Work item
The records below are to be repeated exactly, minus any pictures.

Data for processing

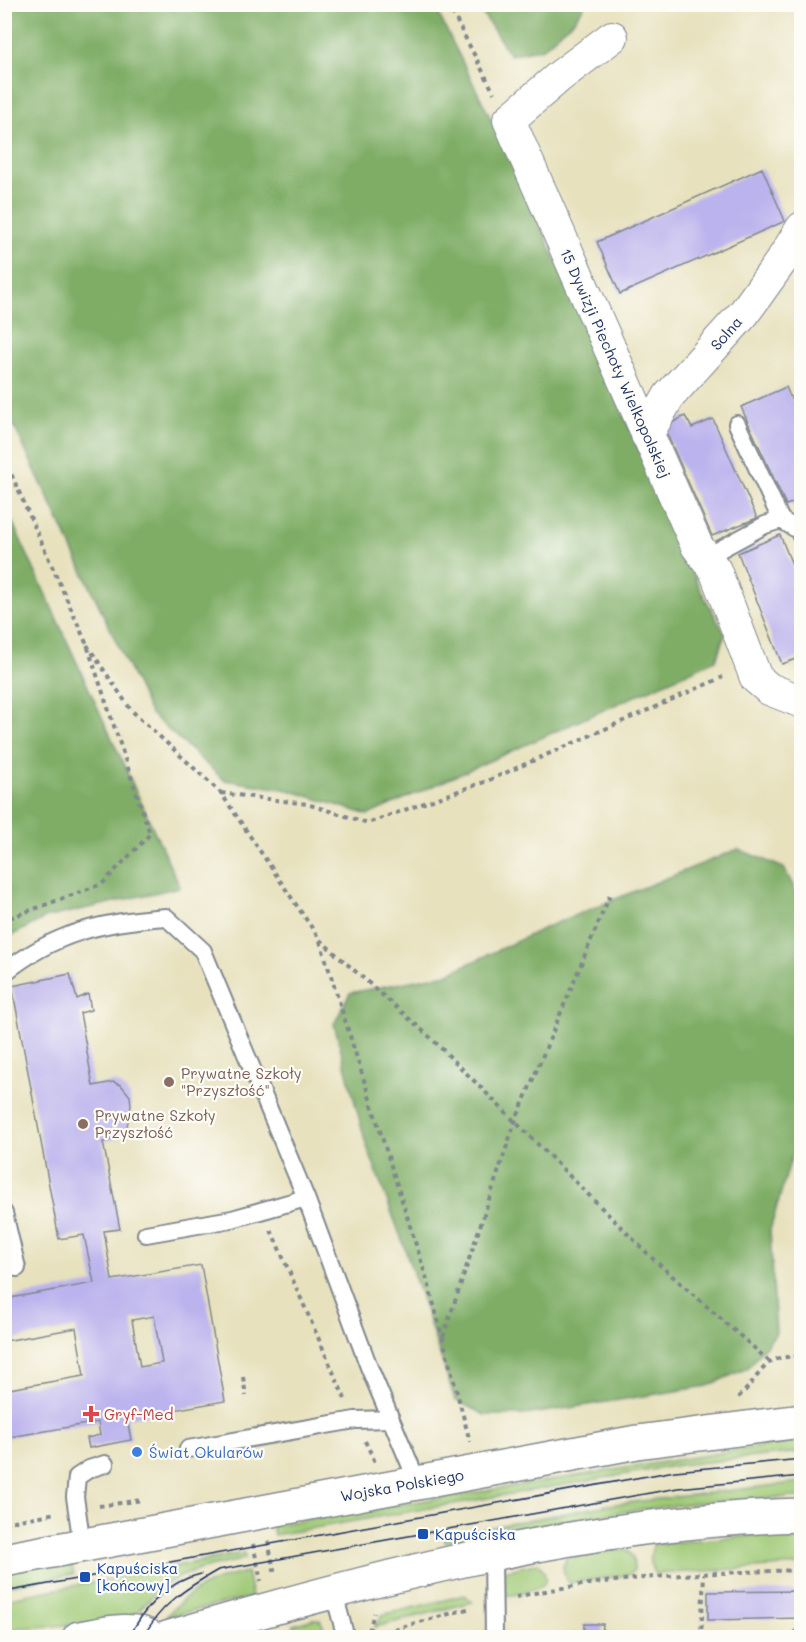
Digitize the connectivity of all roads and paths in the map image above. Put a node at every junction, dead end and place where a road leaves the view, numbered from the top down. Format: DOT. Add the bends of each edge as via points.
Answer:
graph roads {
  1 [pos="447,4"];
  2 [pos="612,37"];
  3 [pos="509,120"];
  4 [pos="801,228"];
  5 [pos="737,424"];
  6 [pos="647,435"];
  7 [pos="4,458"];
  8 [pos="781,520"];
  9 [pos="801,538"];
  10 [pos="706,557"];
  11 [pos="87,645"];
  12 [pos="751,665"];
  13 [pos="801,702"];
  14 [pos="221,793"];
  15 [pos="610,895"];
  16 [pos="4,920"];
  17 [pos="320,940"];
  18 [pos="4,973"];
  19 [pos="515,1122"];
  20 [pos="306,1198"];
  21 [pos="263,1212"];
  22 [pos="4,1213"];
  23 [pos="146,1234"];
  24 [pos="16,1268"];
  25 [pos="442,1337"];
  26 [pos="770,1362"];
  27 [pos="243,1377"];
  28 [pos="246,1396"];
  29 [pos="390,1419"];
  30 [pos="355,1420"];
  31 [pos="801,1421"];
  32 [pos="471,1445"];
  33 [pos="188,1449"];
  34 [pos="375,1462"];
  35 [pos="105,1464"];
  36 [pos="417,1481"];
  37 [pos="255,1513"];
  38 [pos="801,1515"];
  39 [pos="82,1544"];
  40 [pos="493,1554"];
  41 [pos="4,1560"];
  42 [pos="801,1570"];
  43 [pos="704,1574"];
  44 [pos="333,1590"];
  45 [pos="493,1602"];
  46 [pos="381,1606"];
  47 [pos="274,1607"];
  48 [pos="369,1636"];
  49 [pos="79,1638"];
  50 [pos="151,1638"];
  51 [pos="167,1638"];
  52 [pos="346,1638"];
  53 [pos="363,1638"];
  54 [pos="494,1638"];
  55 [pos="701,1638"];
  1 -- 3 [label="path"];
  2 -- 3 [label="street"];
  3 -- 6 [label="street, 15 Dywizji Piechoty Wielkopolskiej"];
  4 -- 6 [label="street, Solna" via="744,314 669,396"];
  5 -- 8 [label="lane"];
  6 -- 10 [label="street, 15 Dywizji Piechoty Wielkopolskiej" via="697,546"];
  7 -- 11 [label="path"];
  8 -- 9 [label="lane" via="798,530"];
  8 -- 10 [label="lane"];
  10 -- 12 [label="street, 15 Dywizji Piechoty Wielkopolskiej" via="715,570"];
  11 -- 14 [label="path" via="131,710"];
  11 -- 16 [label="path" via="150,834 102,884"];
  12 -- 13 [label="street, 15 Dywizji Piechoty Wielkopolskiej" via="756,678 769,689"];
  12 -- 14 [label="path" via="487,781 368,823 308,804"];
  14 -- 17 [label="path"];
  15 -- 19 [label="path"];
  17 -- 19 [label="path" via="431,1038"];
  17 -- 25 [label="path"];
  18 -- 20 [label="lane" via="61,937 121,920 166,917 203,951"];
  19 -- 25 [label="path"];
  19 -- 26 [label="path" via="653,1259"];
  20 -- 21 [label="lane"];
  20 -- 29 [label="lane"];
  21 -- 23 [label="lane"];
  21 -- 30 [label="path"];
  22 -- 24 [label="lane"];
  25 -- 32 [label="path"];
  27 -- 28 [label="path"];
  29 -- 30 [label="lane"];
  29 -- 36 [label="lane"];
  30 -- 33 [label="lane"];
  30 -- 34 [label="path"];
  31 -- 36 [label="street, Wojska Polskiego" via="637,1442"];
  35 -- 39 [label="lane" via="88,1468 77,1477 75,1497"];
  36 -- 37 [label="street, Wojska Polskiego"];
  37 -- 39 [label="street, Wojska Polskiego"];
  37 -- 47 [label="path"];
  37 -- 47 [label="path"];
  38 -- 40 [label="street" via="643,1527"];
  39 -- 41 [label="street, Wojska Polskiego"];
  40 -- 44 [label="street"];
  40 -- 45 [label="lane"];
  42 -- 43 [label="path"];
  43 -- 45 [label="path" via="563,1587"];
  43 -- 55 [label="path"];
  44 -- 47 [label="street"];
  44 -- 52 [label="lane"];
  45 -- 48 [label="path"];
  45 -- 54 [label="lane"];
  46 -- 48 [label="path" via="369,1624"];
  47 -- 51 [label="street"];
  48 -- 53 [label="path"];
  49 -- 50 [label="street" via="131,1632 146,1633"];
}
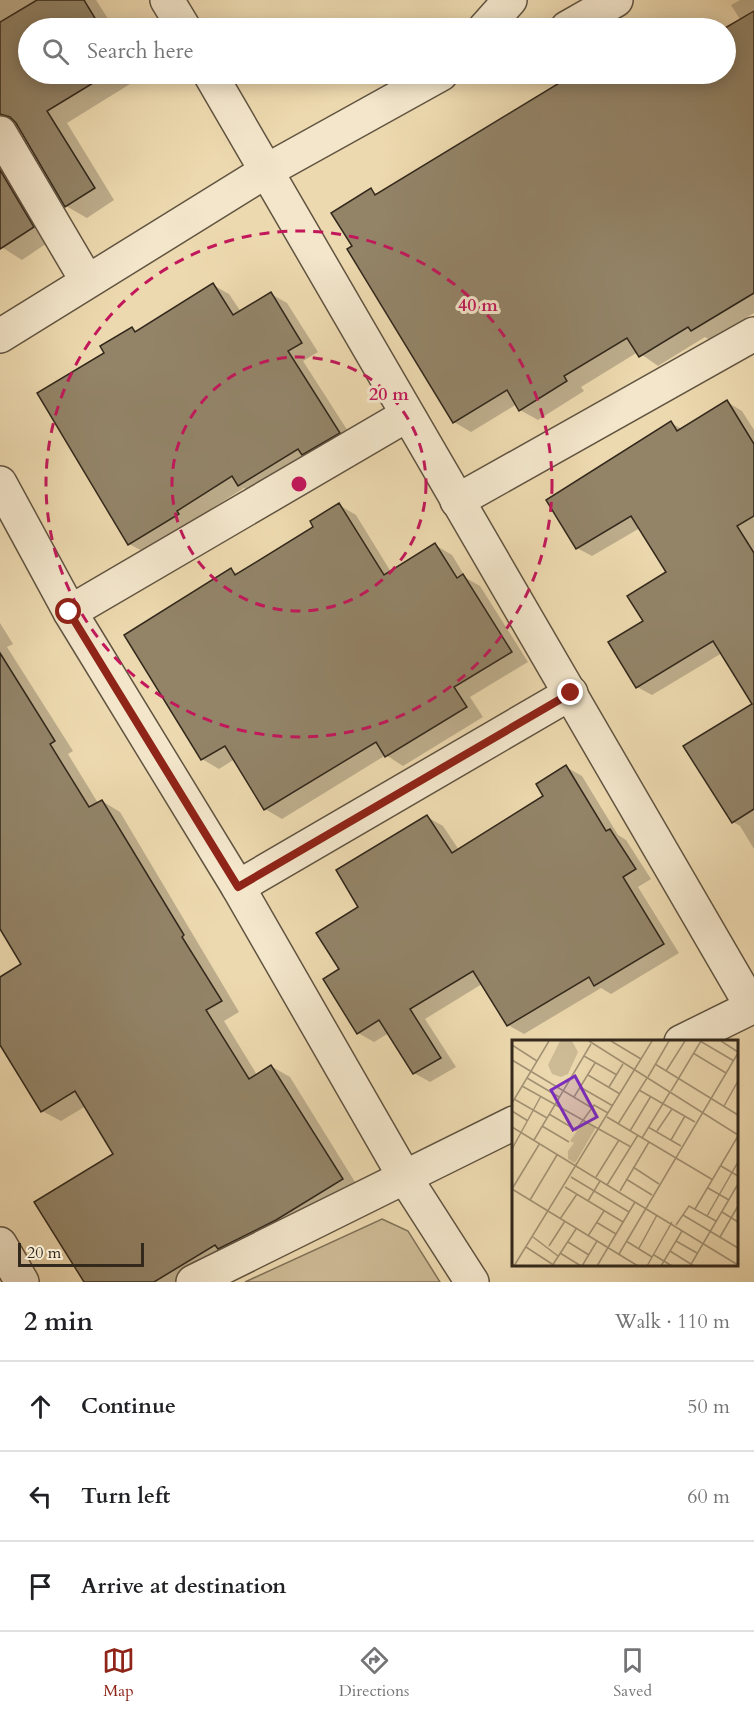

Problem solution
Digitize the connectivity of all roads and paths in the map image above. Put a node at every junction, dead end and place where a road leaves the view, numbered from the top down. Format: DOT. Add the bends of each edge as via points.
Answer:
graph roads {
  1 [pos="447,4"];
  2 [pos="612,37"];
  3 [pos="509,120"];
  4 [pos="801,228"];
  5 [pos="737,424"];
  6 [pos="647,435"];
  7 [pos="4,458"];
  8 [pos="781,520"];
  9 [pos="801,538"];
  10 [pos="706,557"];
  11 [pos="87,645"];
  12 [pos="751,665"];
  13 [pos="801,702"];
  14 [pos="221,793"];
  15 [pos="610,895"];
  16 [pos="4,920"];
  17 [pos="320,940"];
  18 [pos="4,973"];
  19 [pos="515,1122"];
  20 [pos="306,1198"];
  21 [pos="263,1212"];
  22 [pos="4,1213"];
  23 [pos="146,1234"];
  24 [pos="16,1268"];
  25 [pos="442,1337"];
  26 [pos="770,1362"];
  27 [pos="243,1377"];
  28 [pos="246,1396"];
  29 [pos="390,1419"];
  30 [pos="355,1420"];
  31 [pos="801,1421"];
  32 [pos="471,1445"];
  33 [pos="188,1449"];
  34 [pos="375,1462"];
  35 [pos="105,1464"];
  36 [pos="417,1481"];
  37 [pos="255,1513"];
  38 [pos="801,1515"];
  39 [pos="82,1544"];
  40 [pos="493,1554"];
  41 [pos="4,1560"];
  42 [pos="801,1570"];
  43 [pos="704,1574"];
  44 [pos="333,1590"];
  45 [pos="493,1602"];
  46 [pos="381,1606"];
  47 [pos="274,1607"];
  48 [pos="369,1636"];
  49 [pos="79,1638"];
  50 [pos="151,1638"];
  51 [pos="167,1638"];
  52 [pos="346,1638"];
  53 [pos="363,1638"];
  54 [pos="494,1638"];
  55 [pos="701,1638"];
  1 -- 3 [label="path"];
  2 -- 3 [label="street"];
  3 -- 6 [label="street, 15 Dywizji Piechoty Wielkopolskiej"];
  4 -- 6 [label="street, Solna" via="744,314 669,396"];
  5 -- 8 [label="lane"];
  6 -- 10 [label="street, 15 Dywizji Piechoty Wielkopolskiej" via="697,546"];
  7 -- 11 [label="path"];
  8 -- 9 [label="lane" via="798,530"];
  8 -- 10 [label="lane"];
  10 -- 12 [label="street, 15 Dywizji Piechoty Wielkopolskiej" via="715,570"];
  11 -- 14 [label="path" via="131,710"];
  11 -- 16 [label="path" via="150,834 102,884"];
  12 -- 13 [label="street, 15 Dywizji Piechoty Wielkopolskiej" via="756,678 769,689"];
  12 -- 14 [label="path" via="487,781 368,823 308,804"];
  14 -- 17 [label="path"];
  15 -- 19 [label="path"];
  17 -- 19 [label="path" via="431,1038"];
  17 -- 25 [label="path"];
  18 -- 20 [label="lane" via="61,937 121,920 166,917 203,951"];
  19 -- 25 [label="path"];
  19 -- 26 [label="path" via="653,1259"];
  20 -- 21 [label="lane"];
  20 -- 29 [label="lane"];
  21 -- 23 [label="lane"];
  21 -- 30 [label="path"];
  22 -- 24 [label="lane"];
  25 -- 32 [label="path"];
  27 -- 28 [label="path"];
  29 -- 30 [label="lane"];
  29 -- 36 [label="lane"];
  30 -- 33 [label="lane"];
  30 -- 34 [label="path"];
  31 -- 36 [label="street, Wojska Polskiego" via="637,1442"];
  35 -- 39 [label="lane" via="88,1468 77,1477 75,1497"];
  36 -- 37 [label="street, Wojska Polskiego"];
  37 -- 39 [label="street, Wojska Polskiego"];
  37 -- 47 [label="path"];
  37 -- 47 [label="path"];
  38 -- 40 [label="street" via="643,1527"];
  39 -- 41 [label="street, Wojska Polskiego"];
  40 -- 44 [label="street"];
  40 -- 45 [label="lane"];
  42 -- 43 [label="path"];
  43 -- 45 [label="path" via="563,1587"];
  43 -- 55 [label="path"];
  44 -- 47 [label="street"];
  44 -- 52 [label="lane"];
  45 -- 48 [label="path"];
  45 -- 54 [label="lane"];
  46 -- 48 [label="path" via="369,1624"];
  47 -- 51 [label="street"];
  48 -- 53 [label="path"];
  49 -- 50 [label="street" via="131,1632 146,1633"];
}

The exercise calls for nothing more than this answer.